The freewheeling 90-minute set of a dozen tunes was kicked off with Samson Schmitt’s flamenco laced guitar solo to ‘Attitude Manouche’ with each player following suit with their own solos.
Next, the band prompted the audience to clap rhythmically to ‘Troublant Romeo’ composed by Pierre Blanchard, as ignited by Ludovic Beier’s rollicking accordion dancing around Schmitt’s steely riffs, then Blanchard taking the floor with a blazing violin lead. Later in the concert, Blanchard’s ‘Nocturne’ starts with a discordant, edgy opening with echoes of Janacek that melt into gorgeous French lyrical lines. Then he flies into a rousing ‘Balkanic Dance.’
Schmitt, Cuillerier, and Luiosati’ turned in a smoldering rendition of jazz composer Tchan Tchou Vidal’s 50s classic ‘La Gitane’ arranged for trio.
Ludovic Beier’s composition ‘Late Train’ starts off as a 20s era foxtrot orchestral before it careens into rollicking big-band swing number. Beier’s hands dancing so fluidly over the dual keyboards of his accordion that one can get transfixed by his precision.
The tune ‘Dorado’s Smile’ is a soulful homage to Dorado Schmitt, who is Samson’s father’s cousin. Dorado guitarist/composer who teamed up with Babik Reinhardt (Django’s son) which led to the formation of the AllStars.

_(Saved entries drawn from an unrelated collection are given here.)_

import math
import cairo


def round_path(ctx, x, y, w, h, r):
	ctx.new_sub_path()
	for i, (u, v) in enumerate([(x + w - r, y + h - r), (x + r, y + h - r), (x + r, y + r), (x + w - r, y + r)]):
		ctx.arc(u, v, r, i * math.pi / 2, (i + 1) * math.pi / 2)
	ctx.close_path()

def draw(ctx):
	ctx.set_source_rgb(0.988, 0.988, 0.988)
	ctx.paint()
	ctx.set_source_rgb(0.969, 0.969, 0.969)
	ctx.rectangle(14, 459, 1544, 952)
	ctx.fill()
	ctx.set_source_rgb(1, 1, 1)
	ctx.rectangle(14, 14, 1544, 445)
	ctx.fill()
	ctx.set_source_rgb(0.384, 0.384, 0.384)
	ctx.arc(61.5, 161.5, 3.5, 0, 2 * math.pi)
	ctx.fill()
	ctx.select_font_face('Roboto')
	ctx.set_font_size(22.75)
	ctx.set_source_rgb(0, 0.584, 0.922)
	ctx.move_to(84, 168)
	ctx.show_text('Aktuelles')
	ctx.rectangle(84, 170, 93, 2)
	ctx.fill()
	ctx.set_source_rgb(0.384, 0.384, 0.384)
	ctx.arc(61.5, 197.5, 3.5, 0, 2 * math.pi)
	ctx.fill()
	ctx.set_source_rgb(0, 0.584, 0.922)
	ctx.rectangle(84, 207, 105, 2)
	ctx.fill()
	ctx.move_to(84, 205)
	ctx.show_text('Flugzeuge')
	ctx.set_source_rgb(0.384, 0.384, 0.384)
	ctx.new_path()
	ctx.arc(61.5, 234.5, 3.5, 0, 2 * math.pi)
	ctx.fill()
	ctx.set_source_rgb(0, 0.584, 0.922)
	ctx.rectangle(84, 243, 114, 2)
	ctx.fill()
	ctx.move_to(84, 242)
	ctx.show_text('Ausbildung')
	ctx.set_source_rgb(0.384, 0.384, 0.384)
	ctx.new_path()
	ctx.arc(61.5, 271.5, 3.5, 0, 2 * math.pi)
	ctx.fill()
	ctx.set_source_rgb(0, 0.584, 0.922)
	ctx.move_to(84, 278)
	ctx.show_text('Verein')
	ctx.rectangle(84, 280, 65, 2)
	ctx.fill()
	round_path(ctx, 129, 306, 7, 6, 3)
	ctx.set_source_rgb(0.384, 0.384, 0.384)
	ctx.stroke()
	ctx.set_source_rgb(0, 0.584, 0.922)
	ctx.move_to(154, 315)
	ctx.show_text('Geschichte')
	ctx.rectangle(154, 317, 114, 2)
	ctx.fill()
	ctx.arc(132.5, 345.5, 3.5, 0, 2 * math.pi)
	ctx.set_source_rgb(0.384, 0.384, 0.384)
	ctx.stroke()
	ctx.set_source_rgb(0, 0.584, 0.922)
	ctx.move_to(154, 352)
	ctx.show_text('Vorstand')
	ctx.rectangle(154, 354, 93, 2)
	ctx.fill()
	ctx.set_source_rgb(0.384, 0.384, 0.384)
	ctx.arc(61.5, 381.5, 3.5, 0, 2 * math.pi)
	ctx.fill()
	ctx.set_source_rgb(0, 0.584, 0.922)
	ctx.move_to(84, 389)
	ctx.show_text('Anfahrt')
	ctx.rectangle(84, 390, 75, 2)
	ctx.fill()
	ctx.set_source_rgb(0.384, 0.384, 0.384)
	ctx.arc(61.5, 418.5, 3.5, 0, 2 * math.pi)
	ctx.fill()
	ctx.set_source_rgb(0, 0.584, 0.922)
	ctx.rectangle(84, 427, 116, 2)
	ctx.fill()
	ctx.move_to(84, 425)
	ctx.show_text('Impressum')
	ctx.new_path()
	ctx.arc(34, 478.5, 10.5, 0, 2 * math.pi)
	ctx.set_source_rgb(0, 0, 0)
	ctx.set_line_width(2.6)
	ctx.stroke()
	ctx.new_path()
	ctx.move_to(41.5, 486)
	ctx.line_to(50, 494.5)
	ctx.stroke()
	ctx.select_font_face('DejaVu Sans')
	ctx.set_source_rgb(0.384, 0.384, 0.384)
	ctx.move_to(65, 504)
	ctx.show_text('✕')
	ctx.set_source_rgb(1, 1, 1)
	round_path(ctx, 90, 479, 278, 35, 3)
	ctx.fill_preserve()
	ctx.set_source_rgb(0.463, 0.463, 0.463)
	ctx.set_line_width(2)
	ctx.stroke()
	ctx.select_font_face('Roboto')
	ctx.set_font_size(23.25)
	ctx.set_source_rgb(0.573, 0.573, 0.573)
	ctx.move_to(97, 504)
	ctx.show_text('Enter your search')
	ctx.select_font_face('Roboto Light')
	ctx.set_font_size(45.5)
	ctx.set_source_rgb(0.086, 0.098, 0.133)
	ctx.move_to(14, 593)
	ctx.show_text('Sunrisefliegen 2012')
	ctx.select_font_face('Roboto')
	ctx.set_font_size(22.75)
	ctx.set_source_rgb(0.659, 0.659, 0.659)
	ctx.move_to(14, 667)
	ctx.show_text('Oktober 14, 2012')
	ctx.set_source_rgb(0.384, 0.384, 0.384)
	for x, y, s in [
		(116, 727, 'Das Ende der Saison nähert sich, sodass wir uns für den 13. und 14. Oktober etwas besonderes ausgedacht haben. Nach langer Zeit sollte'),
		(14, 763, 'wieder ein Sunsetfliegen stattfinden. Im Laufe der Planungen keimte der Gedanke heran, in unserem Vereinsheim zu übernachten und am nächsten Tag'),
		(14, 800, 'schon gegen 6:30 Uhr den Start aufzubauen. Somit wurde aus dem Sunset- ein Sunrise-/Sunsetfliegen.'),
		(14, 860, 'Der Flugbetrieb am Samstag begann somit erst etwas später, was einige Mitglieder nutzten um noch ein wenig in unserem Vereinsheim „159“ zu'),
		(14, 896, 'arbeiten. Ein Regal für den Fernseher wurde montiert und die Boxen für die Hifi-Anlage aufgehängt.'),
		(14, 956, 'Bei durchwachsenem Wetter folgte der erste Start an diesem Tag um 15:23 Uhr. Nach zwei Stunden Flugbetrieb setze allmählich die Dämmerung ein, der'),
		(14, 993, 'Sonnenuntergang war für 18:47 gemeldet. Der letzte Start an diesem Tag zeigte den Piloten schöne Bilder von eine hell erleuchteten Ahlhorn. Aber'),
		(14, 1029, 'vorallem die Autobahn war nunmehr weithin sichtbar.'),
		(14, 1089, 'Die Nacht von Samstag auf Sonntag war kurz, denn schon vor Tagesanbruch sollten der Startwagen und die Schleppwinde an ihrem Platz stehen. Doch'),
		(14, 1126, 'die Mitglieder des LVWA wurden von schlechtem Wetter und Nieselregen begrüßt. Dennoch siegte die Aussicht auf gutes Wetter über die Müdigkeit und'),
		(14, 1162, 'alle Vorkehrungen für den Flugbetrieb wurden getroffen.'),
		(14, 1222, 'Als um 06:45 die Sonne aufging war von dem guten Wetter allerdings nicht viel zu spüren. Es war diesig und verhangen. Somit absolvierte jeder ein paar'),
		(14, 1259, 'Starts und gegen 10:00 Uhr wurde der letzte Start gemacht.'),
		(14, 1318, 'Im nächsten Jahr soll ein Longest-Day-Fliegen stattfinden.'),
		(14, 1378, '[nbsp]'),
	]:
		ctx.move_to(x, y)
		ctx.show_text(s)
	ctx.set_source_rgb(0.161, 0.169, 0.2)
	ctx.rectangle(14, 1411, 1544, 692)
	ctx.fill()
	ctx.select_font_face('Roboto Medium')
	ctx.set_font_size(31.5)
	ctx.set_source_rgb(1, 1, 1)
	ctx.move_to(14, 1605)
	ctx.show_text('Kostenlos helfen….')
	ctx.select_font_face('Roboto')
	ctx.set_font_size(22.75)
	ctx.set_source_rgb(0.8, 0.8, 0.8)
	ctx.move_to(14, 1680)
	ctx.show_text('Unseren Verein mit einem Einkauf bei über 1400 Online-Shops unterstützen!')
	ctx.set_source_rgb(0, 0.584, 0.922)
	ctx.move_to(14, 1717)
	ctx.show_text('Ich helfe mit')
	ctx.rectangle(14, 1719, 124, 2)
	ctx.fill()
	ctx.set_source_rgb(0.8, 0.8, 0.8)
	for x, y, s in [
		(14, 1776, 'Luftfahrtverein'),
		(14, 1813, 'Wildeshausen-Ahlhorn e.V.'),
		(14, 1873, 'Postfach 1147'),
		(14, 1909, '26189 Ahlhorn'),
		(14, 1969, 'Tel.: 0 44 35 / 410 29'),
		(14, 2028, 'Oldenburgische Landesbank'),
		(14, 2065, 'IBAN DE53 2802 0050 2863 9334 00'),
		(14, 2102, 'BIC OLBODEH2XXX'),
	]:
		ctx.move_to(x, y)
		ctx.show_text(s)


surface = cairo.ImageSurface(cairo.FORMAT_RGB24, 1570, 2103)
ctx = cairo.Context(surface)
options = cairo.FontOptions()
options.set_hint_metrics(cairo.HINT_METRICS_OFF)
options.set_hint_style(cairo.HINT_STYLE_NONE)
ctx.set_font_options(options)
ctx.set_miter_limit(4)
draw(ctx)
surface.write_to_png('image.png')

‘Carnegie Hall’ is a comedy number by Philippe Cuillerier’s that was inspired by the panic he experienced the first time he performed in that storied temple of classical music. Cuillerier barks out the lyrics that expose the limits of his voice, but then midway through he starts scat-singing and his voice lands with an impressive range- a combination of bari-tenor growls, feral phrases, and pure manic vocal invention- which blew the roof off to the obvious delight of this audience.
The All-Stars musicians, but it is their immediacy and camaraderie that builds each concert into a musical occasion, and this night, it was greeted with lusty applause throughout from their many Philly fans.